**Task:** A copy is needed of each line in the records that has the word "weight".

Stored data
↓
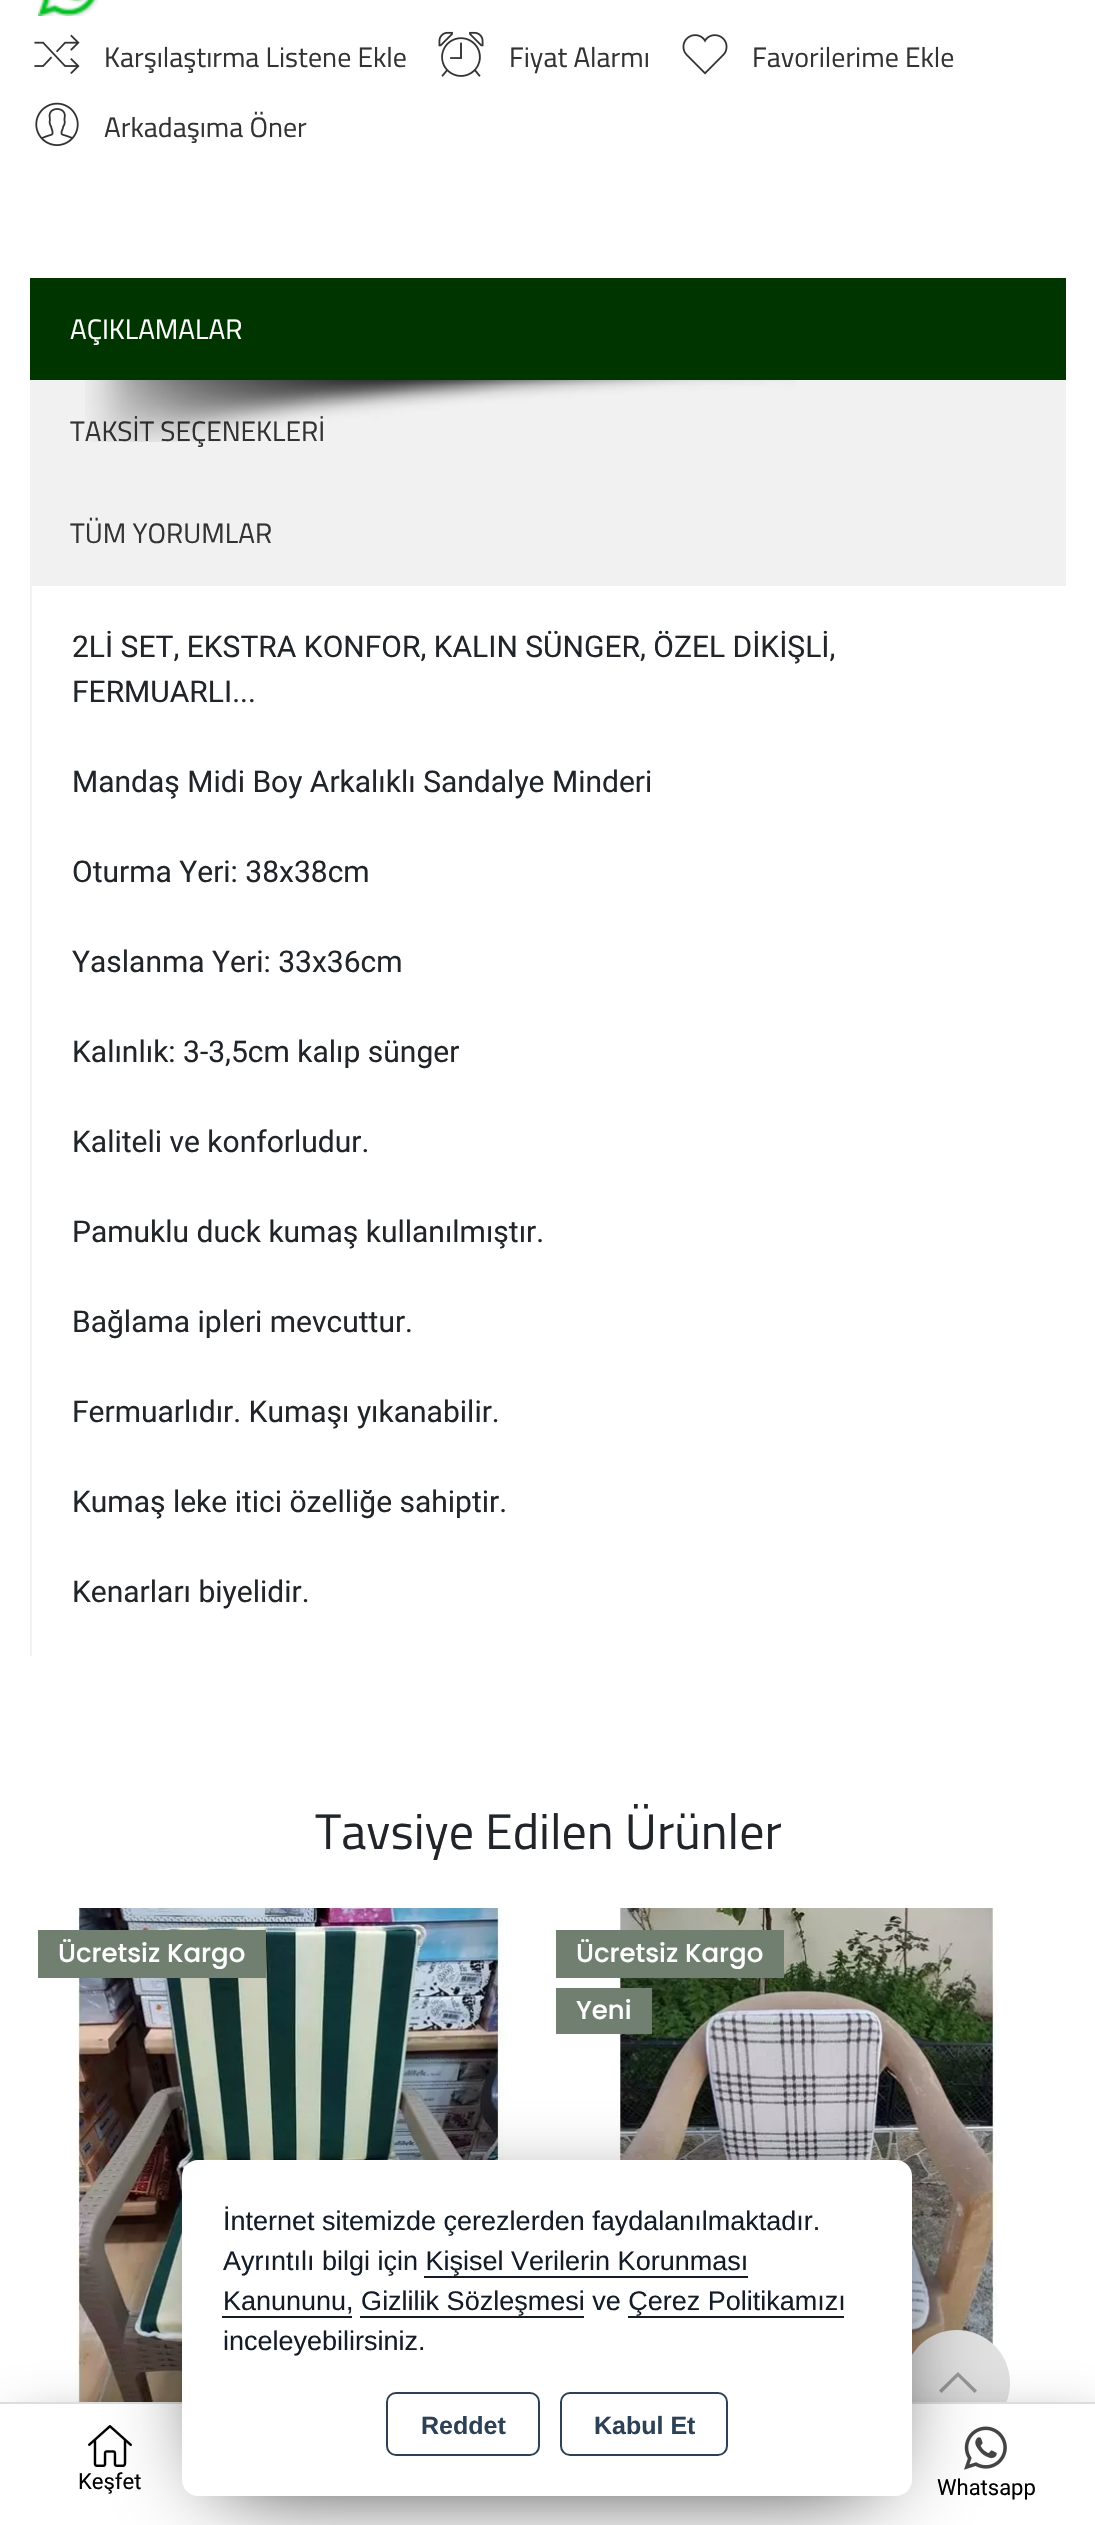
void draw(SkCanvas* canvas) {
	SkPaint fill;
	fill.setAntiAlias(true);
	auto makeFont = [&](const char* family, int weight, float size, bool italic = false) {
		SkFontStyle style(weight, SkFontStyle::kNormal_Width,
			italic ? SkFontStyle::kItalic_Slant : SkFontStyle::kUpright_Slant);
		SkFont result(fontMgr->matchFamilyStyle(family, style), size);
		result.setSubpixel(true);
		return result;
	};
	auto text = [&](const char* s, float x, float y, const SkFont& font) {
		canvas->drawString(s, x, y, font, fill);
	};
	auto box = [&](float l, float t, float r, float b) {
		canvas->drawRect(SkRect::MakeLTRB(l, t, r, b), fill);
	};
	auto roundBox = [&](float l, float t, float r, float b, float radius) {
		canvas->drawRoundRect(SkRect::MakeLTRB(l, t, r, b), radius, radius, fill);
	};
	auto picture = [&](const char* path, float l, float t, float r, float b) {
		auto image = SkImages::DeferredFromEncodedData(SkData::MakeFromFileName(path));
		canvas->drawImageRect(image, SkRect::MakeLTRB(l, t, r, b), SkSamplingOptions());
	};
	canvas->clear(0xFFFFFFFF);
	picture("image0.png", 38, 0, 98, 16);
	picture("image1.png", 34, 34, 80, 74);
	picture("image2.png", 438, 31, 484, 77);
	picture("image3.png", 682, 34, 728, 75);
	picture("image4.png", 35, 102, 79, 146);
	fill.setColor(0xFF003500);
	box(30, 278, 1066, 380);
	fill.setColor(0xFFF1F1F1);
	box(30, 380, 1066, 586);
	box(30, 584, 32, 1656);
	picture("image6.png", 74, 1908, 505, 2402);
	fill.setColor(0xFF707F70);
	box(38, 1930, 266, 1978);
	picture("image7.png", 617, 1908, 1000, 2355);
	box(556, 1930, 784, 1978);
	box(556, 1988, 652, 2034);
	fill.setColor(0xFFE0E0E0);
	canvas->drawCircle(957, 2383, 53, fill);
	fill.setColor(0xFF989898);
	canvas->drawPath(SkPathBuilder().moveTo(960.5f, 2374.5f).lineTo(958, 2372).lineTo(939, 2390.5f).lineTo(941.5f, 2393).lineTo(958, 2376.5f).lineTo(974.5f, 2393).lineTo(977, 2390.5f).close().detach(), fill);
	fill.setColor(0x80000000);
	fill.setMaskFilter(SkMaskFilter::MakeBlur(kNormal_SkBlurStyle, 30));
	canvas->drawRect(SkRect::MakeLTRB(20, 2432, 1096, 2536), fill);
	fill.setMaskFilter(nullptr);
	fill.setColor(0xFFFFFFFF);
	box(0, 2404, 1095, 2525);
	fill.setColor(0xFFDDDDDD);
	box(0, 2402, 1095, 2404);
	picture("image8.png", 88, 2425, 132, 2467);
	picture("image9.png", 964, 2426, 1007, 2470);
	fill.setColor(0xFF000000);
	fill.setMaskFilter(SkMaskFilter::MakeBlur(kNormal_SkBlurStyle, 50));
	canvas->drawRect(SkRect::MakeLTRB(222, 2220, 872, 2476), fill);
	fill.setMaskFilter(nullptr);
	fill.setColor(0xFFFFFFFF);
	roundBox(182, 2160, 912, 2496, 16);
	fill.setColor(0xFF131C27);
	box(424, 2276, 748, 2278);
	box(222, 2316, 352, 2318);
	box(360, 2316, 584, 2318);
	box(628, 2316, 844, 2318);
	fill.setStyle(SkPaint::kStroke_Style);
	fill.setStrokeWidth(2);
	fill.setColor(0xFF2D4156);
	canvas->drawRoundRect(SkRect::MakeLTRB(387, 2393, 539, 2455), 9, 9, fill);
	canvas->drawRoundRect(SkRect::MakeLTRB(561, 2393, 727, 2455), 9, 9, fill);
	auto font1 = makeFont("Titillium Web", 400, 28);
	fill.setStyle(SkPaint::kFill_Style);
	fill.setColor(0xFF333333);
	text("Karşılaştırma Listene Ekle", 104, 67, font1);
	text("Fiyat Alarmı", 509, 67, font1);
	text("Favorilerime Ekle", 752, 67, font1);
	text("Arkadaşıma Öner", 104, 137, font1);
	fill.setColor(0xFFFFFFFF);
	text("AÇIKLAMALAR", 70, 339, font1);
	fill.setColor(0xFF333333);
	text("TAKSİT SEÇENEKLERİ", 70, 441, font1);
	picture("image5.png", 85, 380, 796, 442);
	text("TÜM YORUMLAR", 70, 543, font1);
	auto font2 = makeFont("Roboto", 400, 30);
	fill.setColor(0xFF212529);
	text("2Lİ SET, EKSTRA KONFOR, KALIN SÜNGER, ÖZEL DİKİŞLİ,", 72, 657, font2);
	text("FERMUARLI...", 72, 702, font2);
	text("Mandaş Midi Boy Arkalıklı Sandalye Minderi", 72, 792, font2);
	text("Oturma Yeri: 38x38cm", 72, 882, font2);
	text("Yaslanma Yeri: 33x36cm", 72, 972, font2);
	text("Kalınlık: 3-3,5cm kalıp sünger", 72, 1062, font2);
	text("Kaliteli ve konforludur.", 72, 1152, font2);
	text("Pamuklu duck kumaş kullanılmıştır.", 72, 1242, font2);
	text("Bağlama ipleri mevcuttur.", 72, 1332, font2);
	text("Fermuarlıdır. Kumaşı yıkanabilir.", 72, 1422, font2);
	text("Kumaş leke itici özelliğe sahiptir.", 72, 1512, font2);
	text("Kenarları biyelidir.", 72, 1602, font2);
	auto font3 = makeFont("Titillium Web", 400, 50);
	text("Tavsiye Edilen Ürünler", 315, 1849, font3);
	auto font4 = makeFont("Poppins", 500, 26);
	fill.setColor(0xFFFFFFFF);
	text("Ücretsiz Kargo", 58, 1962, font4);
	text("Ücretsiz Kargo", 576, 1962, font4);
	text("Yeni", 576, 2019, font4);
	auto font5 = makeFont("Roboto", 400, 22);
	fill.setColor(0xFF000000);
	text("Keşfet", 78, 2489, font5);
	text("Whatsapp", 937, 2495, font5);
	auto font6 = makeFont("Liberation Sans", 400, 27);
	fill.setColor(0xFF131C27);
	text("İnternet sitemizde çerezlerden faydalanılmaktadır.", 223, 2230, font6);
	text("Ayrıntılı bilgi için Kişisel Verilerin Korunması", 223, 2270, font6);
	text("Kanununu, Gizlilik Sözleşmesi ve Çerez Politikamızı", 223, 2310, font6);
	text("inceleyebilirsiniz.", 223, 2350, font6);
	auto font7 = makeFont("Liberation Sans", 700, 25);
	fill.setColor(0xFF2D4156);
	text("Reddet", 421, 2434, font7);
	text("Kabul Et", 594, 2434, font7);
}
↑
**Task answer:**
	auto makeFont = [&](const char* family, int weight, float size, bool italic = false) {
		SkFontStyle style(weight, SkFontStyle::kNormal_Width,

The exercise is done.